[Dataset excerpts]
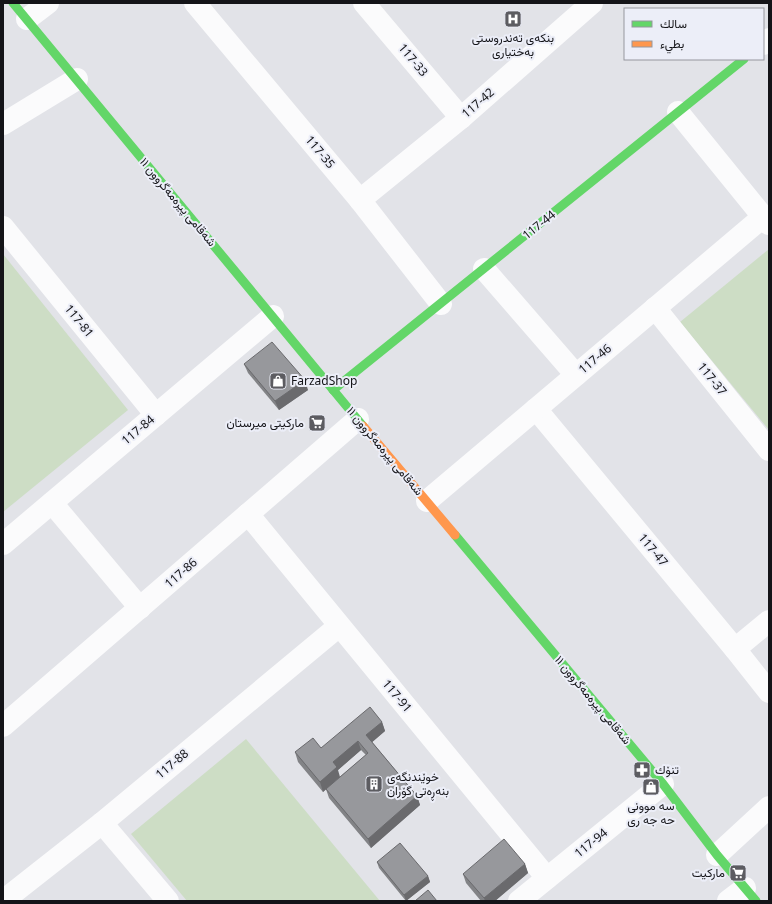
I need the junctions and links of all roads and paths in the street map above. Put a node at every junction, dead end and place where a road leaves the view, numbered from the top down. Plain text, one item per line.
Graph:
1 (13, 3) edge
2 (48, 3) edge
3 (195, 3) edge
4 (364, 3) edge
5 (591, 3) edge
6 (27, 19) junction
7 (743, 60) edge
8 (77, 79) junction
9 (678, 112) junction
10 (461, 118) junction
11 (3, 124) edge
12 (360, 200) junction
13 (766, 220) edge
14 (3, 227) edge
15 (484, 269) junction
16 (441, 304) junction
17 (655, 308) junction
18 (273, 316) junction
19 (576, 376) junction
20 (333, 390) junction
21 (536, 409) junction
22 (156, 415) junction
23 (358, 419) junction
24 (769, 450) edge
25 (427, 501) junction
26 (52, 503) junction
27 (248, 514) junction
28 (3, 544) edge
29 (140, 608) junction
30 (769, 621) edge
31 (339, 626) junction
32 (735, 649) junction
33 (769, 692) edge
34 (3, 726) edge
35 (663, 784) junction
36 (769, 807) edge
37 (102, 823) junction
38 (717, 855) junction
39 (547, 878) junction
40 (750, 894) edge
41 (3, 901) edge
42 (168, 901) edge
43 (519, 901) edge
44 (728, 901) edge

1 - 6 street, شەقامی پیرەمەگروون ١١
2 - 6 street
3 - 12 street, 117-35
4 - 10 street, 117-33
5 - 10 street, 117-42
6 - 8 street, شەقامی پیرەمەگروون ١١
7 - 9 street, 117-44
8 - 11 street
8 - 18 street, شەقامی پیرەمەگروون ١١
9 - 13 street
9 - 15 street, 117-44
10 - 12 street, 117-42
12 - 16 street, 117-35
13 - 17 street, 117-46
14 - 22 street, 117-81
15 - 16 street, 117-44
15 - 19 street
16 - 20 street, 117-44
17 - 19 street, 117-46
17 - 24 street, 117-37
18 - 20 street, شەقامی پیرەمەگروون ١١
18 - 22 street, 117-84
19 - 21 street, 117-46
20 - 23 street, شەقامی پیرەمەگروون ١١
21 - 25 street, 117-46
21 - 32 street, 117-47
22 - 26 street, 117-84
23 - 25 street, شەقامی پیرەمەگروون ١١
23 - 27 street, 117-86
25 - 35 street, شەقامی پیرەمەگروون ١١
26 - 28 street, 117-84
26 - 29 street
27 - 29 street, 117-86
27 - 31 street, 117-91
29 - 34 street, 117-86
30 - 32 street
31 - 37 street, 117-88
31 - 39 street, 117-91
32 - 33 street, 117-47
35 - 38 street, شەقامی پیرەمەگروون ١١
35 - 39 street, 117-94
36 - 38 street
37 - 41 street, 117-88
37 - 42 street
38 - 40 street, شەقامی پیرەمەگروون ١١
39 - 43 street, 117-94
40 - 44 street

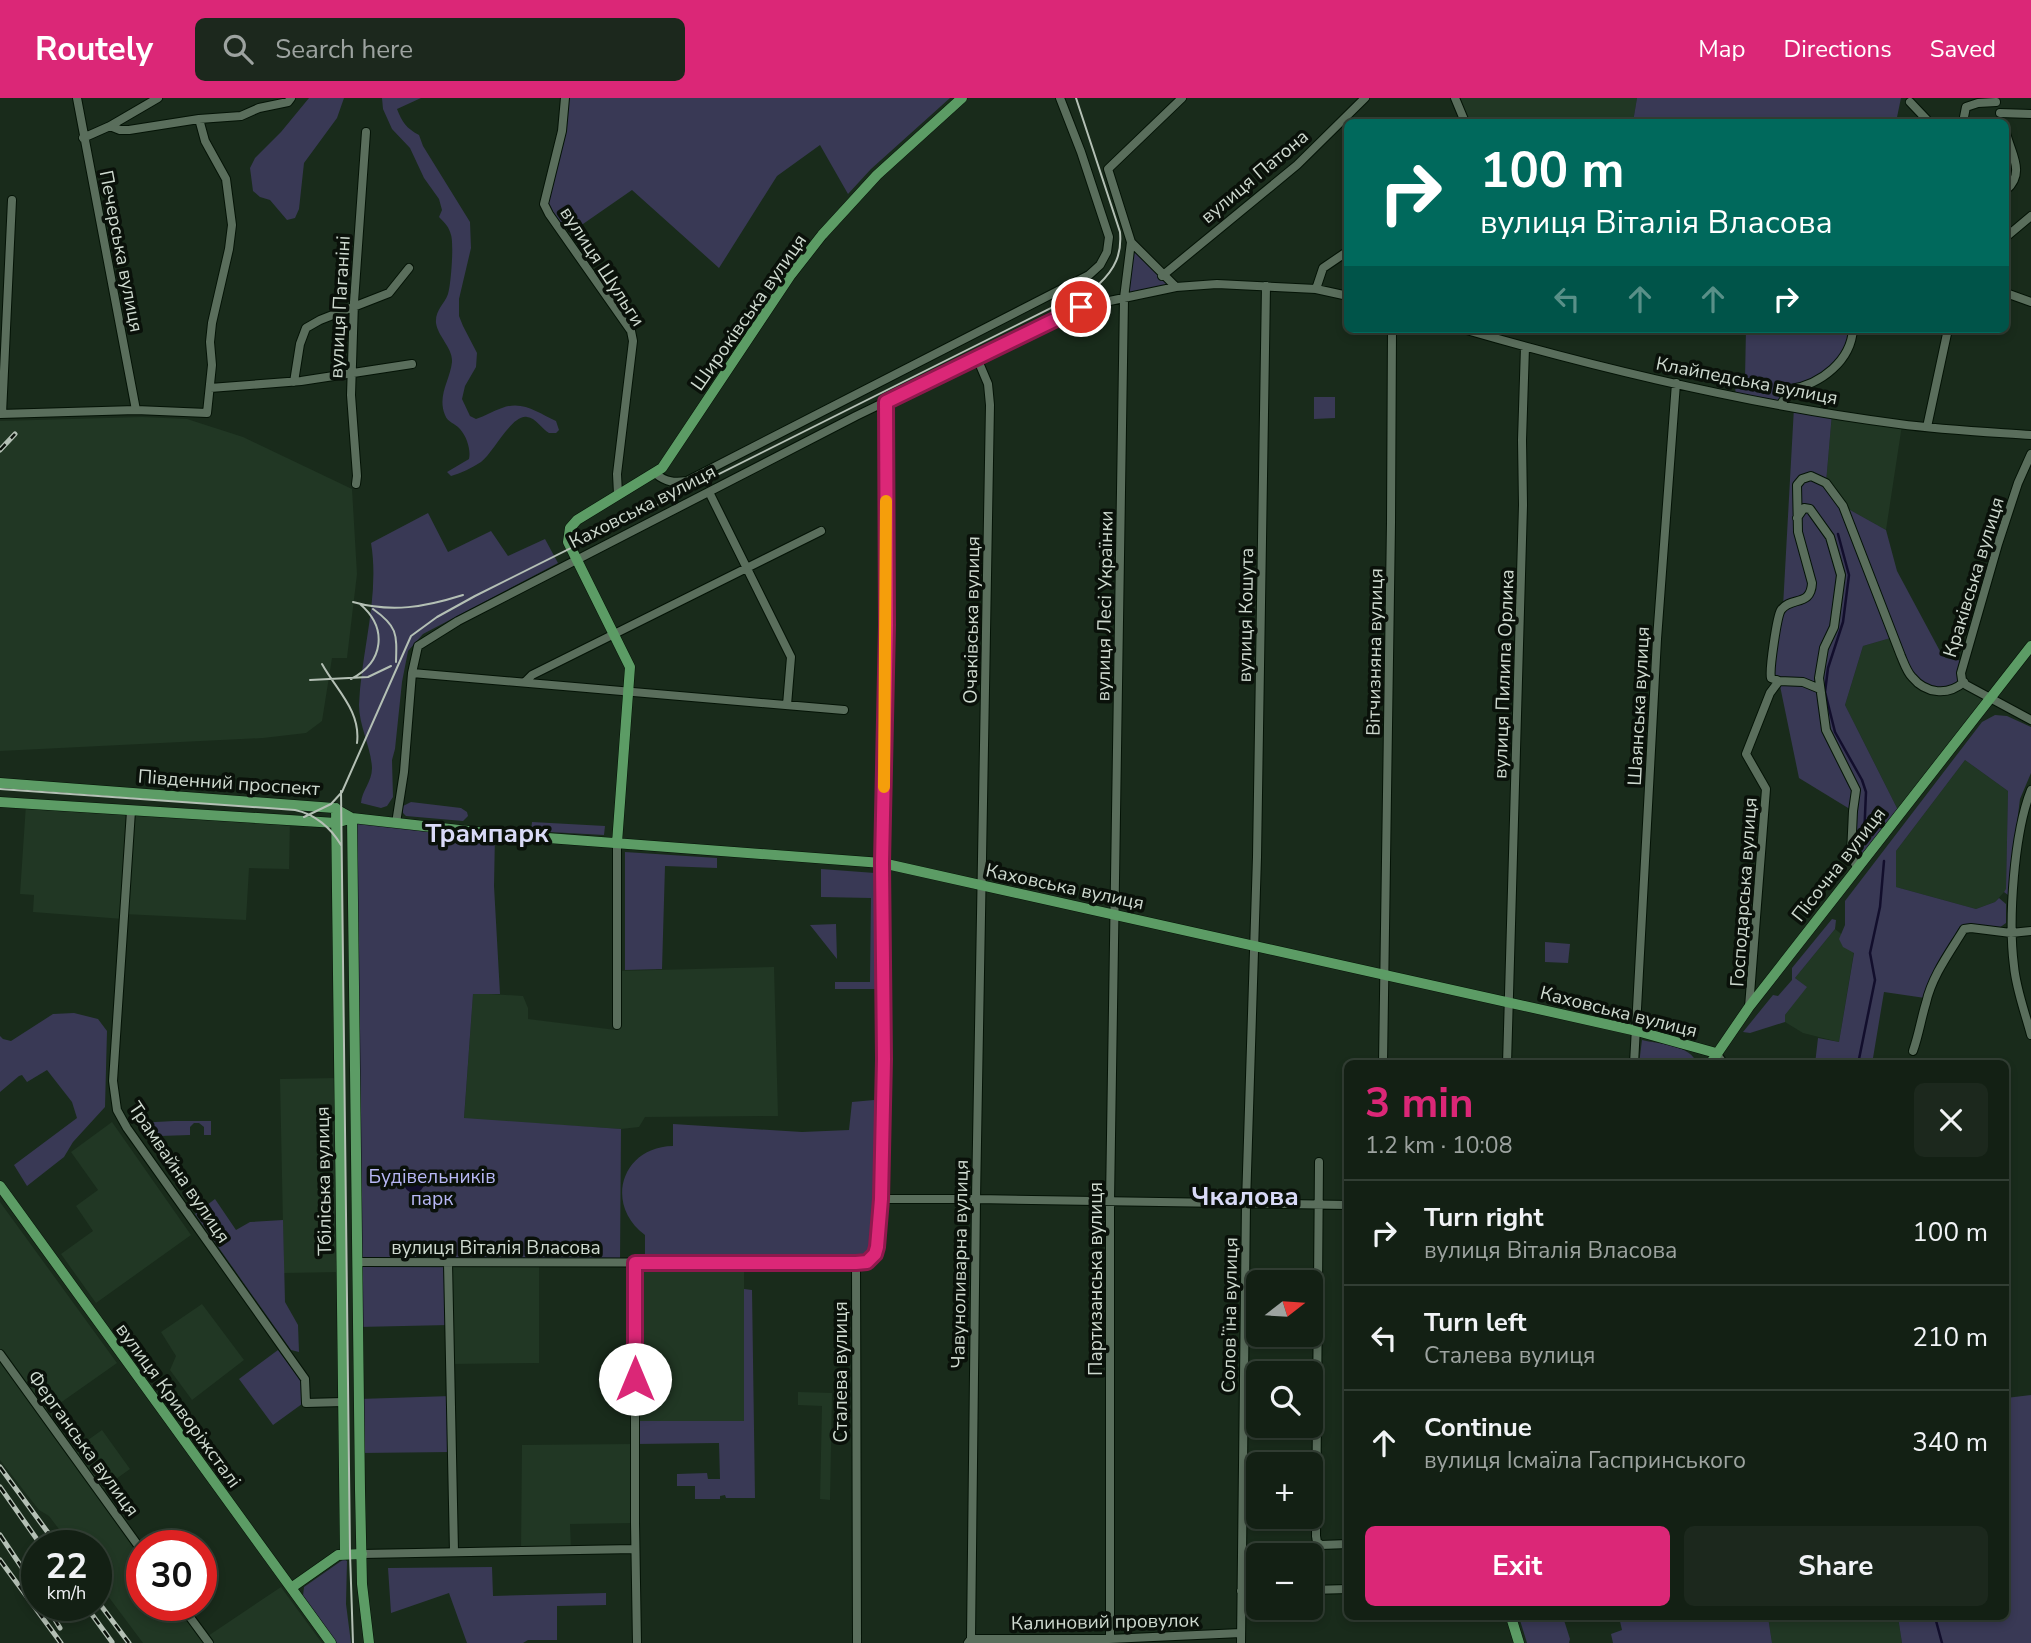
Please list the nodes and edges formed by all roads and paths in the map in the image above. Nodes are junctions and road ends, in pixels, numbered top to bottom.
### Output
1 (76, 98) edge
2 (158, 98) edge
3 (291, 98) edge
4 (565, 98) edge
5 (962, 98) edge
6 (1060, 98) edge
7 (1182, 98) edge
8 (1364, 98) edge
9 (1455, 98) edge
10 (1996, 100) edge
11 (1910, 102) dead end
12 (2031, 114) edge
13 (2001, 118) edge
14 (199, 119) junction
15 (1464, 119) edge
16 (1926, 119) edge
17 (1964, 119) edge
18 (110, 126) junction
19 (366, 132) dead end
20 (83, 138) junction
21 (2009, 143) edge
22 (2009, 187) edge
23 (12, 200) dead end
24 (2031, 216) edge
25 (2009, 234) edge
26 (1130, 242) junction
27 (1344, 254) edge
28 (410, 268) dead end
29 (1162, 276) junction
30 (1266, 286) junction
31 (1176, 287) junction
32 (1316, 289) junction
33 (2009, 294) edge
34 (1344, 295) edge
35 (1124, 298) junction
36 (2031, 302) edge
37 (353, 308) junction
38 (1392, 333) edge
39 (1477, 333) edge
40 (1853, 333) edge
41 (1947, 333) edge
42 (1525, 347) junction
43 (977, 358) junction
44 (412, 364) dead end
45 (351, 375) junction
46 (294, 382) junction
47 (1676, 383) junction
48 (210, 388) junction
49 (886, 402) junction
50 (1781, 404) junction
51 (136, 410) junction
52 (1, 414) edge
53 (1927, 427) junction
54 (2031, 435) edge
55 (2031, 454) edge
56 (656, 474) junction
57 (356, 484) dead end
58 (709, 492) junction
59 (618, 494) junction
60 (1797, 519) junction
61 (821, 531) dead end
62 (576, 559) junction
63 (747, 569) junction
64 (615, 635) junction
65 (2031, 646) edge
66 (412, 673) junction
67 (1779, 681) junction
68 (525, 682) junction
69 (1964, 682) junction
70 (1820, 689) junction
71 (629, 690) junction
72 (1989, 698) junction
73 (787, 705) junction
74 (844, 710) dead end
75 (2031, 720) edge
76 (0, 783) edge
77 (2031, 790) edge
78 (0, 802) edge
79 (336, 808) junction
80 (131, 811) junction
81 (352, 818) junction
82 (336, 823) junction
83 (396, 823) junction
84 (617, 843) junction
85 (882, 863) junction
86 (1857, 868) junction
87 (981, 886) junction
88 (1114, 915) junction
89 (2031, 931) edge
90 (2011, 933) junction
91 (1254, 945) junction
92 (1385, 975) junction
93 (1508, 1003) junction
94 (1749, 1007) junction
95 (2030, 1024) edge
96 (617, 1026) dead end
97 (1637, 1031) junction
98 (2031, 1035) edge
99 (1913, 1051) dead end
100 (1716, 1053) junction
101 (1383, 1060) edge
102 (1507, 1060) edge
103 (1634, 1060) edge
104 (1712, 1060) edge
105 (1721, 1060) edge
106 (1319, 1162) dead end
107 (0, 1186) edge
108 (881, 1199) junction
109 (975, 1199) junction
110 (1110, 1201) junction
111 (1246, 1203) junction
112 (1319, 1205) junction
113 (1344, 1205) edge
114 (357, 1262) junction
115 (448, 1262) junction
116 (635, 1263) junction
117 (856, 1263) junction
118 (0, 1354) edge
119 (342, 1402) junction
120 (128, 1530) edge
121 (1344, 1544) edge
122 (635, 1549) junction
123 (454, 1552) junction
124 (345, 1553) junction
125 (362, 1553) junction
126 (291, 1588) junction
127 (1344, 1589) edge
128 (1323, 1590) edge
129 (1241, 1591) junction
130 (1246, 1591) edge
131 (1512, 1620) edge
132 (193, 1621) edge
133 (1241, 1638) edge
134 (1175, 1639) edge
135 (970, 1641) edge
136 (1044, 1641) edge
137 (1109, 1641) edge
138 (209, 1643) edge
139 (331, 1643) edge
140 (369, 1643) edge
141 (637, 1643) edge
142 (857, 1643) edge
143 (1519, 1643) edge

1 - 20 street, Печерська вулиця
2 - 18 street
3 - 14 street
4 - 59 street, вулиця Шульги
5 - 56 main road, Широківська вулиця
6 - 56 street
7 - 26 street
8 - 29 street, вулиця Патона
9 - 15 street
10 - 13 street
10 - 17 street
11 - 16 street
12 - 13 street
14 - 18 street
14 - 48 street
18 - 20 street
19 - 37 street, вулиця Паганіні
20 - 51 street, Печерська вулиця
21 - 22 street
23 - 52 street
24 - 25 street
26 - 29 street
26 - 35 street, вулиця Лесі Українки
27 - 32 street
28 - 37 street
29 - 31 street
30 - 31 street
30 - 32 street
30 - 91 street, вулиця Кошута
31 - 35 street
32 - 34 street
33 - 36 street
35 - 43 street, Каховська вулиця
35 - 88 street, вулиця Лесі Українки
37 - 45 street, вулиця Паганіні
37 - 46 street
38 - 92 street, Вітчизняна вулиця
39 - 42 street, Клайпедська вулиця
40 - 50 street
41 - 53 street
42 - 47 street, Клайпедська вулиця
42 - 93 street, вулиця Пилипа Орлика
43 - 49 street, Каховська вулиця
43 - 87 street, Очаківська вулиця
44 - 45 street
45 - 46 street
45 - 57 street, вулиця Паганіні
46 - 48 street
47 - 50 street, Клайпедська вулиця
47 - 97 street, Шаянська вулиця
48 - 51 street
49 - 58 street, Каховська вулиця
49 - 85 street
50 - 53 street, Клайпедська вулиця
51 - 52 street
53 - 54 street, Клайпедська вулиця
55 - 69 street, Краківська вулиця
56 - 59 main road, Широківська вулиця
58 - 62 street, Каховська вулиця
58 - 63 street
59 - 62 main road, Широківська вулиця
60 - 67 street
60 - 69 street
60 - 70 street
61 - 63 street
62 - 64 main road
62 - 66 street, Каховська вулиця
63 - 64 street
63 - 73 street
64 - 68 street
64 - 71 main road
65 - 72 main road, Пісочна вулиця
66 - 68 street
66 - 83 street, Каховська вулиця
67 - 70 street
67 - 94 street, Господарська вулиця
68 - 71 street
69 - 72 street, Краківська вулиця
70 - 86 street
71 - 73 street
71 - 84 main road
72 - 75 street, Краківська вулиця
72 - 86 main road, Пісочна вулиця
73 - 74 street
76 - 79 main road, Південний проспект
77 - 90 street
78 - 80 main road, Південний проспект
79 - 81 main road, Південний проспект
79 - 82 main road, Тбіліська вулиця
80 - 82 main road, Південний проспект
80 - 119 street, Трамвайна вулиця
81 - 82 main road, Південний проспект
81 - 83 main road, Каховська вулиця
81 - 114 main road, Тбіліська вулиця
82 - 119 main road, Тбіліська вулиця
83 - 84 main road, Каховська вулиця
84 - 85 main road, Каховська вулиця
84 - 96 street
85 - 87 main road, Каховська вулиця
85 - 108 street
86 - 94 main road, Пісочна вулиця
87 - 88 main road, Каховська вулиця
87 - 109 street, Чавуноливарна вулиця
88 - 91 main road, Каховська вулиця
88 - 110 street, Партизанська вулиця
89 - 90 street
90 - 95 street
90 - 99 street
91 - 92 main road, Каховська вулиця
91 - 111 street, Соловʼїна вулиця
92 - 93 main road, Каховська вулиця
92 - 101 street, Вітчизняна вулиця
93 - 97 main road, Каховська вулиця
93 - 102 street, вулиця Пилипа Орлика
94 - 100 main road, Пісочна вулиця
95 - 98 street
97 - 100 main road, Каховська вулиця
97 - 103 street, Шаянська вулиця
100 - 104 main road, Пісочна вулиця
100 - 105 street
106 - 112 street
107 - 126 main road, вулиця Криворіжсталі
108 - 109 street
108 - 117 street
109 - 110 street
109 - 135 street, Чавуноливарна вулиця
110 - 111 street
110 - 137 street, Партизанська вулиця
111 - 112 street
111 - 129 street, Соловʼїна вулиця
112 - 113 street
112 - 121 street
114 - 115 street, вулиця Віталія Власова
114 - 125 main road, Тбіліська вулиця
115 - 116 street, вулиця Віталія Власова
115 - 123 street
116 - 117 street, вулиця Віталія Власова
116 - 122 street
117 - 142 street, Сталева вулиця
118 - 120 street, Ферганська вулиця
119 - 124 main road, Тбіліська вулиця
122 - 123 street
122 - 141 street
123 - 125 street
124 - 125 main road
124 - 126 main road
125 - 140 main road
126 - 139 main road, вулиця Криворіжсталі
127 - 128 street
129 - 130 street
129 - 133 street, Соловʼїна вулиця
131 - 143 main road
132 - 138 street
133 - 134 street, Калиновий провулок
134 - 137 street, Калиновий провулок
135 - 136 street, Калиновий провулок
136 - 137 street, Калиновий провулок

◆ What you should do ◆
Pull out every line of the records above that contains the word "Партизанська".

◆ Exercise response ◆
88 - 110 street, Партизанська вулиця
110 - 137 street, Партизанська вулиця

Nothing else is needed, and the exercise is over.